If that’s right, then the question “Why does God remain hidden?” is already slightly bent. It’s less, “Why does God stay away?” and more, “Why is God present in a way that doesn’t behave like obviousness?”
Think of that curtain image: you arrange your life as if the room ends at the fabric. Your ambitions, anxieties, even your theology lean against what you take for a wall. Only it isn’t the edge of things. It’s the seam.
“Hiddenness” then isn't an extra policy God adopts after creating the world. It’s built into the way God relates to creatures at all:
- Near enough to sustain us,
- Other enough not to collapse into us,
- Loud enough to summon,
- Quiet enough not to coerce.
God doesn’t hide like a fugitive avoiding discovery. God hides like a lover who refuses to reduce intimacy to surveillance.
Two Kinds of Hiddenness
There’s a doubleness here we have to honor.
On the one hand, there’s our hiding: we train ourselves not to see. We polish the glass of the aquarium and forget that water isn't all there is. We learn to treat the world as stuff, not sign—so of course the Sign-giver seems absent. A starved imagination calls the curtain a wall and then concludes there’s nothing beyond it.
On the other hand, there's a real divine reserve: God doesn’t force visibility. Even when God walks among us in a body, He'll ascend—withdraw from ordinary sight—and leave us with bread, wine, wounds, and witnesses rather than an endlessly available spectacle.
So: is God hidden because we're blind, or blind because God is hidden?

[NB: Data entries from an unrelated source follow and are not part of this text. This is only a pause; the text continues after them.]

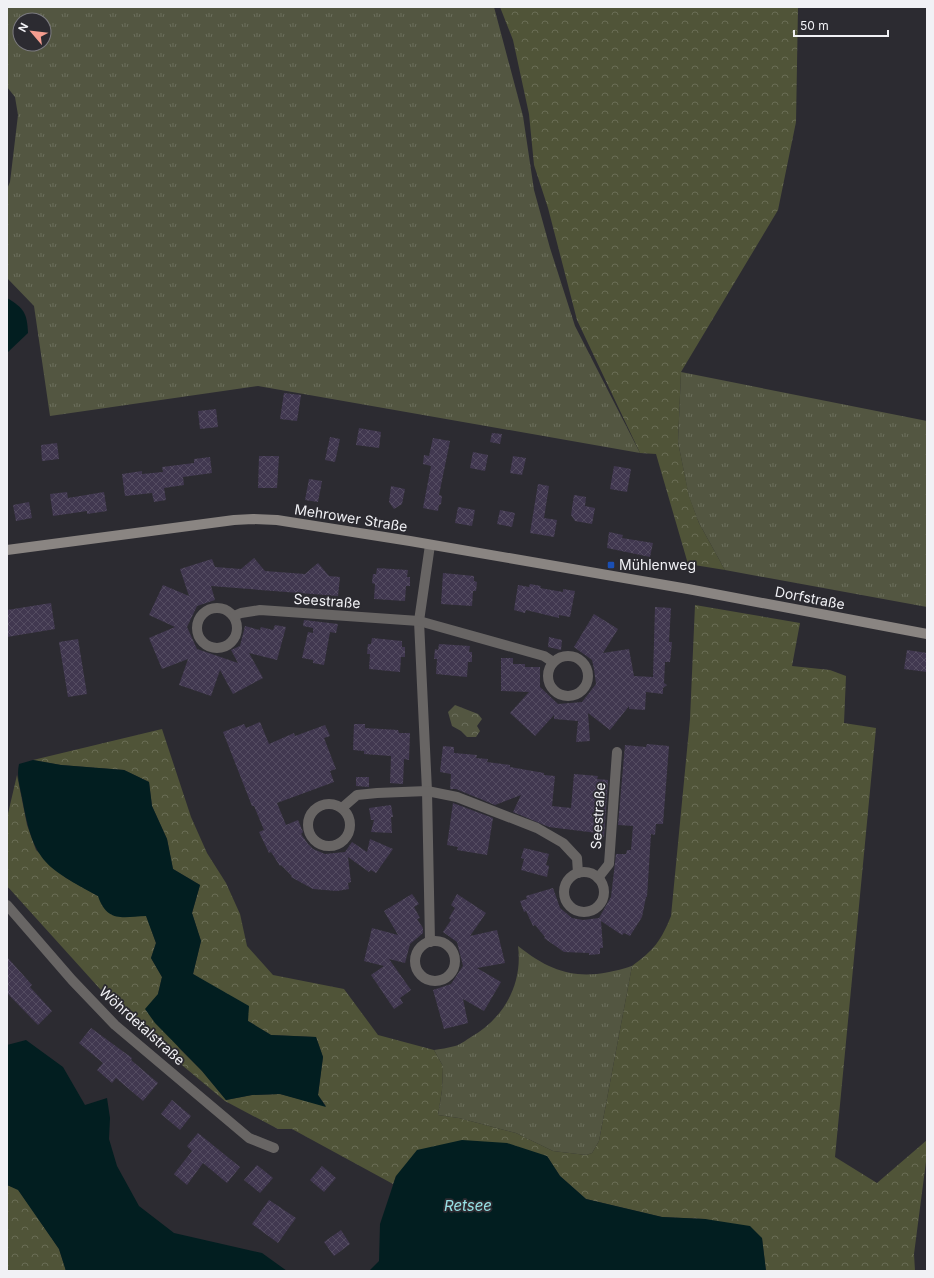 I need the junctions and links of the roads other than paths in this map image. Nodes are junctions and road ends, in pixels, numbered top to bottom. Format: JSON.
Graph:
{"nodes":[{"id":1,"x":430,"y":545,"type":"junction"},
{"id":2,"x":7,"y":550,"type":"edge"},
{"id":3,"x":688,"y":589,"type":"joint"},
{"id":4,"x":234,"y":616,"type":"dead end"},
{"id":5,"x":419,"y":620,"type":"junction"},
{"id":6,"x":927,"y":634,"type":"edge"},
{"id":7,"x":553,"y":662,"type":"junction"},
{"id":8,"x":617,"y":752,"type":"dead end"},
{"id":9,"x":427,"y":791,"type":"junction"},
{"id":10,"x":342,"y":808,"type":"junction"},
{"id":11,"x":578,"y":873,"type":"junction"},
{"id":12,"x":598,"y":878,"type":"junction"},
{"id":13,"x":7,"y":905,"type":"edge"},
{"id":14,"x":430,"y":942,"type":"dead end"},
{"id":15,"x":274,"y":1148,"type":"dead end"}],
"edges":[{"from":1,"to":2,"type":"main road","name":"Mehrower Straße"},
{"from":1,"to":3,"type":"main road","name":"Mehrower Straße"},
{"from":1,"to":5,"type":"street"},
{"from":3,"to":6,"type":"main road","name":"Dorfstraße"},
{"from":4,"to":5,"type":"street","name":"Seestraße"},
{"from":5,"to":7,"type":"street","name":"Seestraße"},
{"from":5,"to":9,"type":"street"},
{"from":7,"to":7,"type":"street"},
{"from":8,"to":12,"type":"street","name":"Seestraße"},
{"from":9,"to":10,"type":"street","name":"Seestraße"},
{"from":9,"to":11,"type":"street","name":"Seestraße"},
{"from":9,"to":14,"type":"street"},
{"from":10,"to":10,"type":"street"},
{"from":11,"to":12,"type":"street"},
{"from":11,"to":12,"type":"street"},
{"from":13,"to":15,"type":"street","name":"Wöhrdetalstraße"}]} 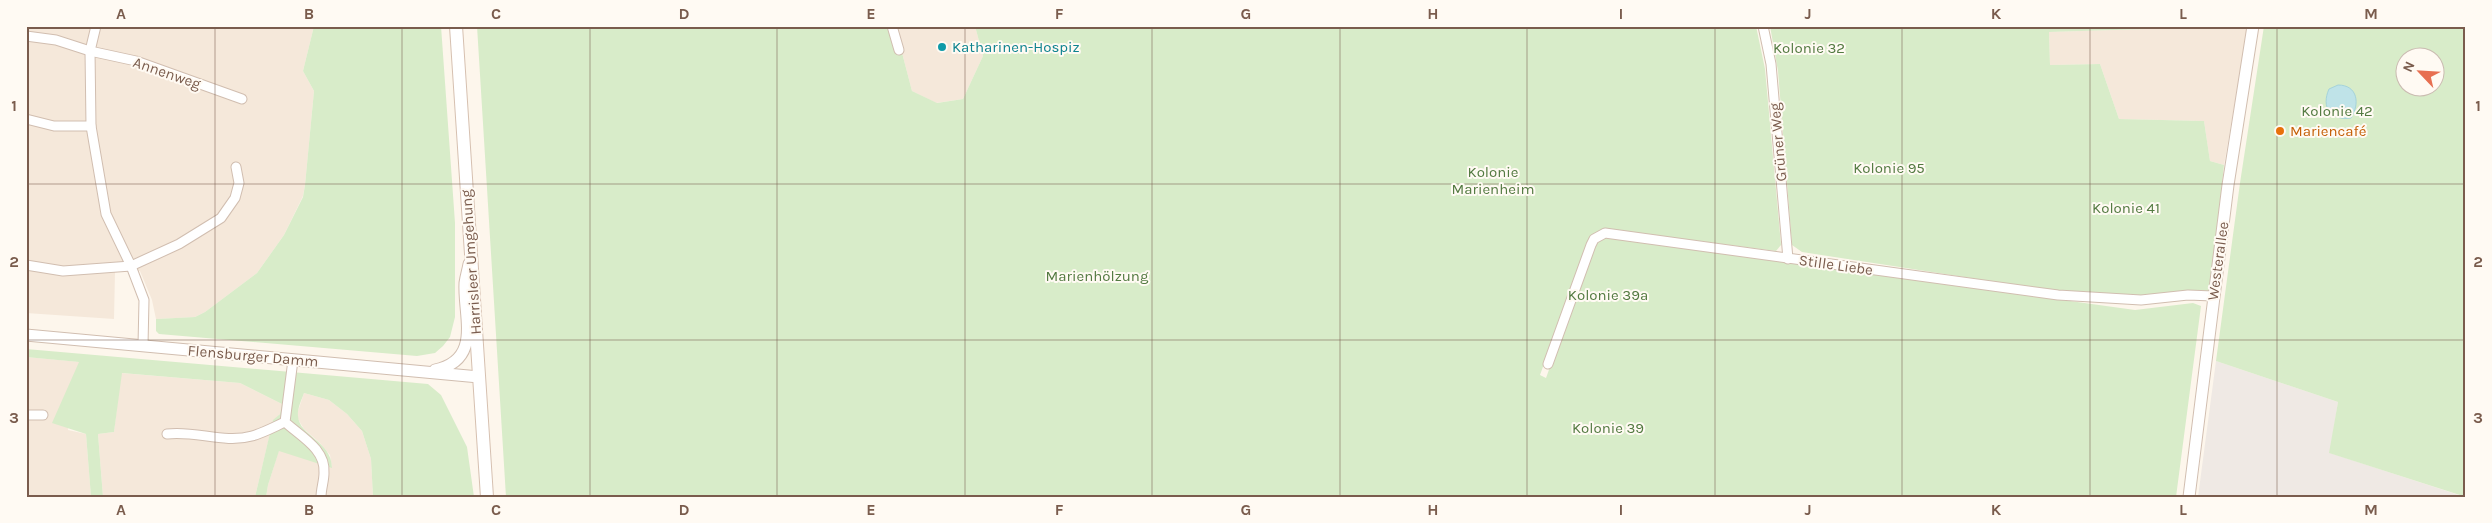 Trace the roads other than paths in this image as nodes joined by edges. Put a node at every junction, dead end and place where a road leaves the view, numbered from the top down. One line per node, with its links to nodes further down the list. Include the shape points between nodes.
1 (96, 26): 8 (street)
2 (456, 26): 13 (main road, Harrisleer Umgehung)
3 (892, 26): 7 (street)
4 (1763, 26): 14 (street, Grüner Weg, via 1772,64)
5 (2253, 26): 17 (street, Westerallee)
6 (26, 36): 8 (street, Annenweg, via 56,40)
7 (899, 50)
8 (90, 51): 9 (street, Annenweg, via 136,61); 11 (street)
9 (242, 99)
10 (26, 119): 11 (street, via 54,126)
11 (91, 126): 16 (street, via 106,214)
12 (236, 168): 16 (street, via 239,183 235,198 221,218 180,244)
13 (470, 257): 22 (street, via 465,283 468,341 454,362 444,368); 23 (main road, Harrisleer Umgehung)
14 (1788, 259): 17 (street, Stille Liebe, via 2058,295 2141,300 2188,294); 21 (street, Stille Liebe, via 1605,233 1599,235 1591,245)
15 (26, 265): 16 (street, via 63,271)
16 (131, 266): 19 (street, via 144,300)
17 (2213, 296): 30 (street, Westerallee)
18 (26, 335): 19 (street, Flensburger Damm)
19 (143, 346): 20 (street, Flensburger Damm)
20 (293, 360): 22 (street, Flensburger Damm); 26 (street)
21 (1548, 364)
22 (426, 371): 23 (street, Flensburger Damm)
23 (479, 377): 29 (main road, Harrisleer Umgehung)
24 (26, 415): 25 (street)
25 (43, 415)
26 (285, 422): 27 (street, via 252,437 222,438 184,432); 28 (street, via 322,458)
27 (167, 434)
28 (321, 497)
29 (488, 497)
30 (2189, 497)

Both. And the “both” matters. If we say only “we're blind,” we turn everything into psychology and dodge the ache of unanswered prayers. If we say only “God hides,” we risk making divine love sound like a cruel game of cosmic peekaboo.
The truth is in the between: our refusal to see and God’s refusal to coerce meet at the same curtain.
Hiddenness as Mercy
Why would Love choose this kind of reserve?

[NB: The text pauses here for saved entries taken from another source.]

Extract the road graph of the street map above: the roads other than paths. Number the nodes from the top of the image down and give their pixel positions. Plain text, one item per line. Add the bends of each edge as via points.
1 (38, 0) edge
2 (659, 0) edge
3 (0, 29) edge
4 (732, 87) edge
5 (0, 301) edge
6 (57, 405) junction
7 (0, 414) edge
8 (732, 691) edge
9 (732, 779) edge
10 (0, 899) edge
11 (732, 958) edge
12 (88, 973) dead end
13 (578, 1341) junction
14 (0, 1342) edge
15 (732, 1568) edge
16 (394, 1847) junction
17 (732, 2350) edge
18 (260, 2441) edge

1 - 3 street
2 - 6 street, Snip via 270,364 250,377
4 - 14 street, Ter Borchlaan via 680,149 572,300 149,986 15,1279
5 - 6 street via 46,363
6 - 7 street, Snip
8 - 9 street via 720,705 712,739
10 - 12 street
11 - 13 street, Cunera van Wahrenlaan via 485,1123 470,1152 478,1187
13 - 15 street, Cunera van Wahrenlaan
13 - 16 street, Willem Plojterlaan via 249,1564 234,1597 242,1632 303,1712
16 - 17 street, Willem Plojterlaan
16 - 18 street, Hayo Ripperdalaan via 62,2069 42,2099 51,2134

Because a God who was as immediately obvious as gravity wouldn't be believed, but used. A God as empirically available as a light switch would be dragged into our projects, our wars, our metrics. We wouldn't adore; we'd deploy.
If God appeared with the blunt clarity we demand of data, God would be less hidden but more possessable—and therefore no longer God.
- An idol is visible and manageable.
- A living God is present and unmanageable.
So God’s hiddenness isn't stinginess but protection: of freedom, of love, of creaturely smallness. We're tiny. If the full radiance of the divine were exposed without mediation, it wouldn't feel like revelation but annihilation.
The wound is older than the weapon.
Before any particular trauma, there's the basic vulnerability of being finite before the Infinite. Hiddenness is how God’s glory goes gentle enough for our finitude to breathe.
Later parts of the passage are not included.